[Data extracted from a collection]

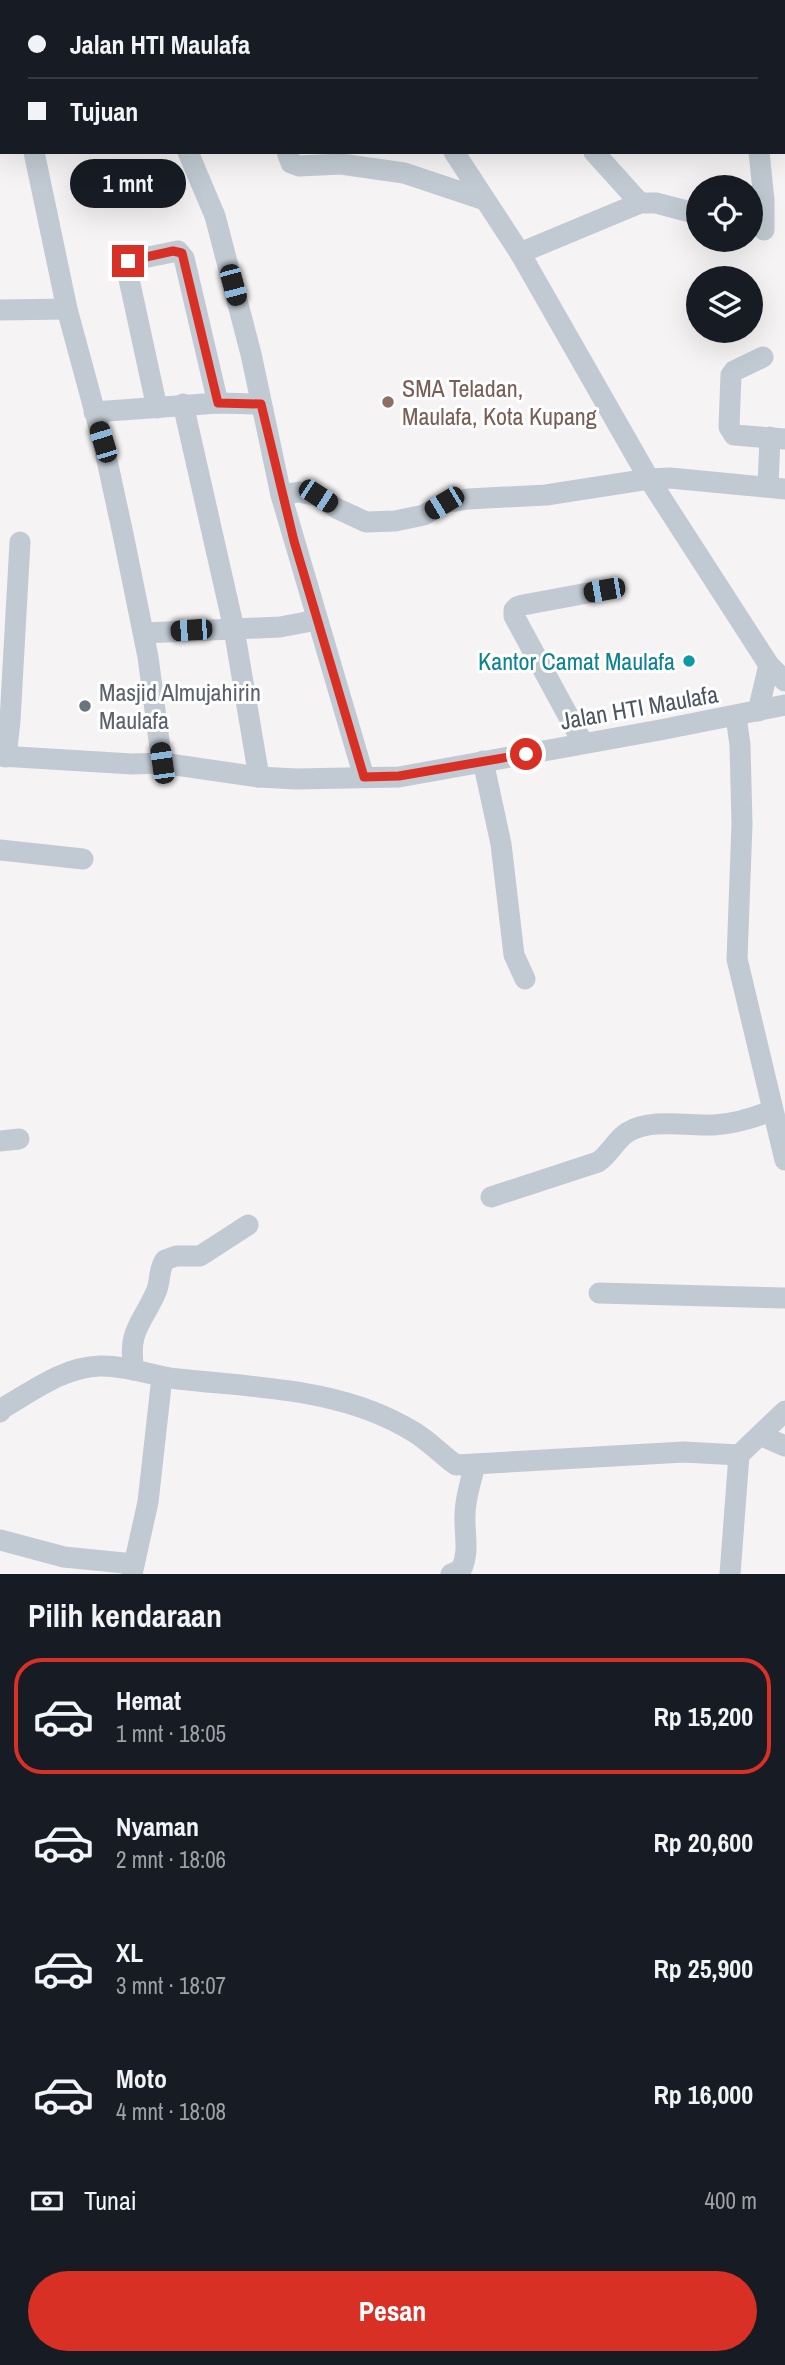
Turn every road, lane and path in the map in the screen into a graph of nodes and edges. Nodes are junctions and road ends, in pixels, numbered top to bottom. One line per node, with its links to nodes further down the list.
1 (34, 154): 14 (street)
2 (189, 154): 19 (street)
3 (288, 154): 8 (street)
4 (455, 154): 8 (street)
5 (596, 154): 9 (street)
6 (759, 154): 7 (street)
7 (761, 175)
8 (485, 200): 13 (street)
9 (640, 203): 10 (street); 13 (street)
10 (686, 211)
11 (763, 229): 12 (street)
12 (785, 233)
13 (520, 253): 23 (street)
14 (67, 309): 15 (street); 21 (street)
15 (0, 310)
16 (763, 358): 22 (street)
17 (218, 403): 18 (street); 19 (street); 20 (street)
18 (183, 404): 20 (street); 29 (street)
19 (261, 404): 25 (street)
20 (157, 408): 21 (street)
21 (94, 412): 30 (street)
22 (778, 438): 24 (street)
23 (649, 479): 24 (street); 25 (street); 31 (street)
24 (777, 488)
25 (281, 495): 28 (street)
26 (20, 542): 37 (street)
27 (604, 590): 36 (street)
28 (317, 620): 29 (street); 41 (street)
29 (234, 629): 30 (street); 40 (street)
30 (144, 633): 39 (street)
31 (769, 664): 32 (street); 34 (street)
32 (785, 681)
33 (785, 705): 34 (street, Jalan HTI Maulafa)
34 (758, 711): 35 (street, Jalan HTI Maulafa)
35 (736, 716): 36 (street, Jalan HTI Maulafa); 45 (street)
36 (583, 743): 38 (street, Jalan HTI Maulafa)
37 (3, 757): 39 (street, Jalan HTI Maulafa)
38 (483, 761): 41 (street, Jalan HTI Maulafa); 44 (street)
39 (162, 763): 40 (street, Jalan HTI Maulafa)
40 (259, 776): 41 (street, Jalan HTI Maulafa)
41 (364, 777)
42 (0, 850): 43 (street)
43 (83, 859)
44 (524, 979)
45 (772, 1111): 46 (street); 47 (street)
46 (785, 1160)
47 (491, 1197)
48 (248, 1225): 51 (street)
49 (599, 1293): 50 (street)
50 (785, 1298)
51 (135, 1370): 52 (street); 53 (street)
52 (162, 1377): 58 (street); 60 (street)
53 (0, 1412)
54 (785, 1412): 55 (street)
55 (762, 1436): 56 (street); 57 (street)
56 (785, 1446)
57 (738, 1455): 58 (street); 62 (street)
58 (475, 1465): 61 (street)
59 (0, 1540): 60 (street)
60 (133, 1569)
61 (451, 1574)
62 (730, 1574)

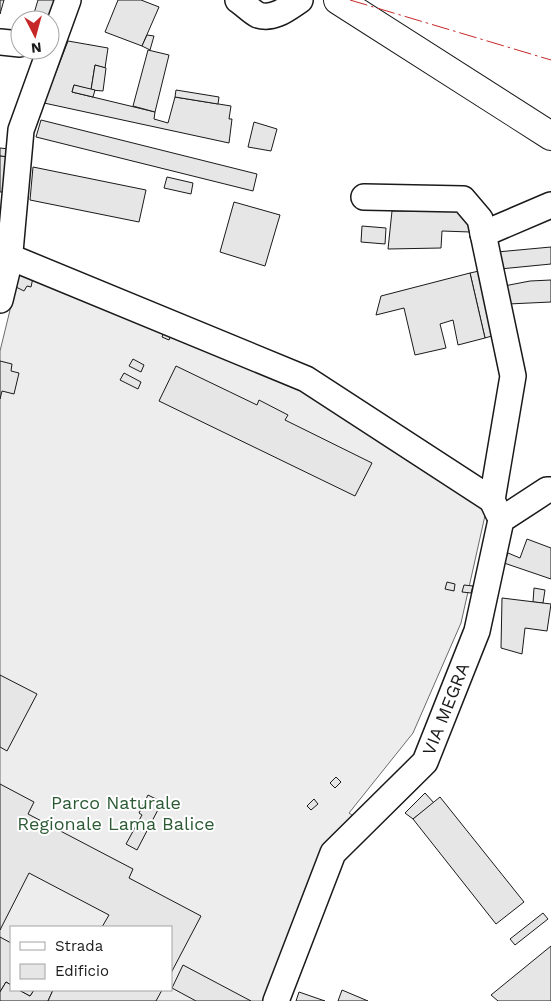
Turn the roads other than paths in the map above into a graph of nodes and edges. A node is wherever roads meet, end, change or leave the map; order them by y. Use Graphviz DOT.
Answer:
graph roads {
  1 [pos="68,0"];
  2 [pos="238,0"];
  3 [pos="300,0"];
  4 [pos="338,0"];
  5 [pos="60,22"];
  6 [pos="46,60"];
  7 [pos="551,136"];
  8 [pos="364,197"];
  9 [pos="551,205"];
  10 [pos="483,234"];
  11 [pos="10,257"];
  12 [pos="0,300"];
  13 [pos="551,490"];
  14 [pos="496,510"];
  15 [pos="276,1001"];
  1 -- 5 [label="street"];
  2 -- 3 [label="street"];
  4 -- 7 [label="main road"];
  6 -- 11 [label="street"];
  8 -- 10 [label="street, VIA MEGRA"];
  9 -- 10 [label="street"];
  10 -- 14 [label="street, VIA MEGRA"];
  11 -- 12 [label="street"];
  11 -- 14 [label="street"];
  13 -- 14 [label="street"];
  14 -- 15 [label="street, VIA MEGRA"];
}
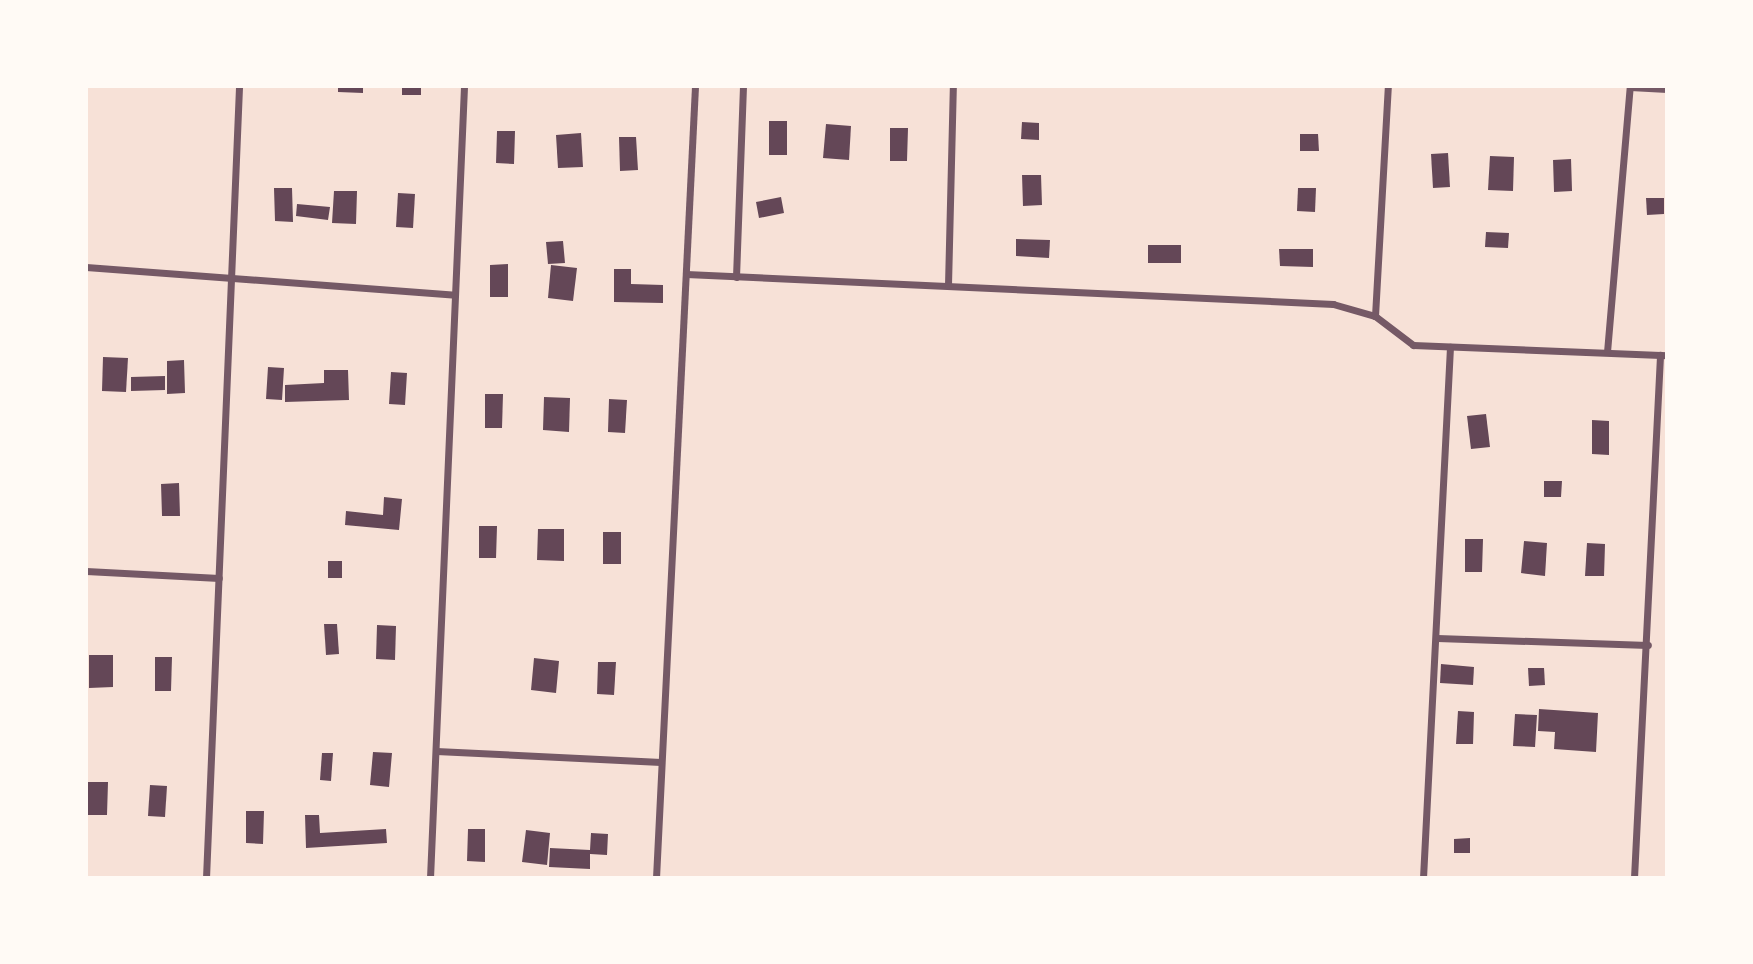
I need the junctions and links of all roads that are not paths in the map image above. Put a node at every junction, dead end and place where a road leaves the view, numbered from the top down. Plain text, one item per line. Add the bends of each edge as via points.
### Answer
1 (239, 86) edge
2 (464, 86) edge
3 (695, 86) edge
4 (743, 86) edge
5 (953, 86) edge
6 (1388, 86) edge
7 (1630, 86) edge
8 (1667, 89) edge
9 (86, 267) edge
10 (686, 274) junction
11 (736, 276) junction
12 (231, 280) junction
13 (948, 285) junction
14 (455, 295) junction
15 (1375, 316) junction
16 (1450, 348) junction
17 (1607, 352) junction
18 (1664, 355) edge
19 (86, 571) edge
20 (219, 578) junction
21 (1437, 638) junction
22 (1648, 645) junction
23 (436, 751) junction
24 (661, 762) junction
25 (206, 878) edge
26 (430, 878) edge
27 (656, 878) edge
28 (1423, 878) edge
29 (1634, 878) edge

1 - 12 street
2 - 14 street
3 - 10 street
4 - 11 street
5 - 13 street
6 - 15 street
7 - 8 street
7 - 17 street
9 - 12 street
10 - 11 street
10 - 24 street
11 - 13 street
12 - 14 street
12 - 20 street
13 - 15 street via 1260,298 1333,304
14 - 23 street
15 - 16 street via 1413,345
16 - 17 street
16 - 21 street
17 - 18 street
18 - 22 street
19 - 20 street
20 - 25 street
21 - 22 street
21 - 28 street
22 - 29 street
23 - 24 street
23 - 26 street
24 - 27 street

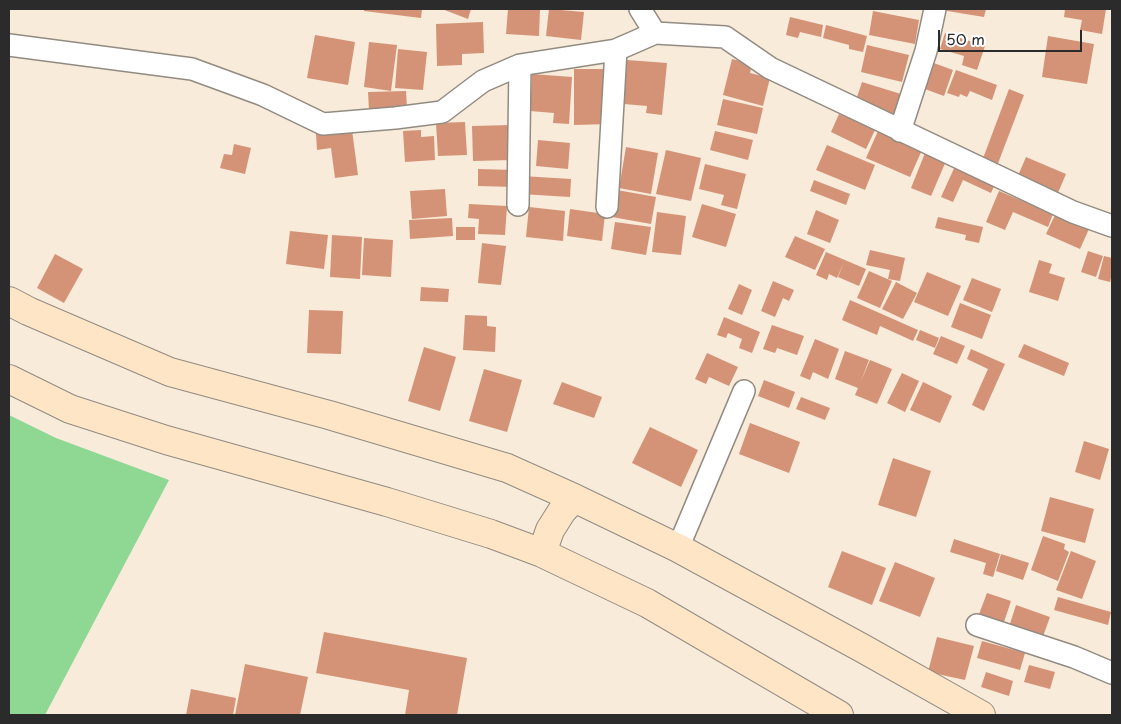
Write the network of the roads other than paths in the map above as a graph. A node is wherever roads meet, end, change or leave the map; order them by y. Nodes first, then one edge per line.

TASK TO CARRY OUT – Your answer should be the lines of the records that include the word "order".

ANSWER SPACE –
Turn the roads other than paths in the map above into a graph of nodes and edges. A node is wherever roads meet, end, change or leave the map; order them by y. Use Graphviz DOT.
Write the network of the roads other than paths in the map above as a graph. A node is wherever roads meet, end, change or leave the map; order them by y. Nodes first, then one edge per line.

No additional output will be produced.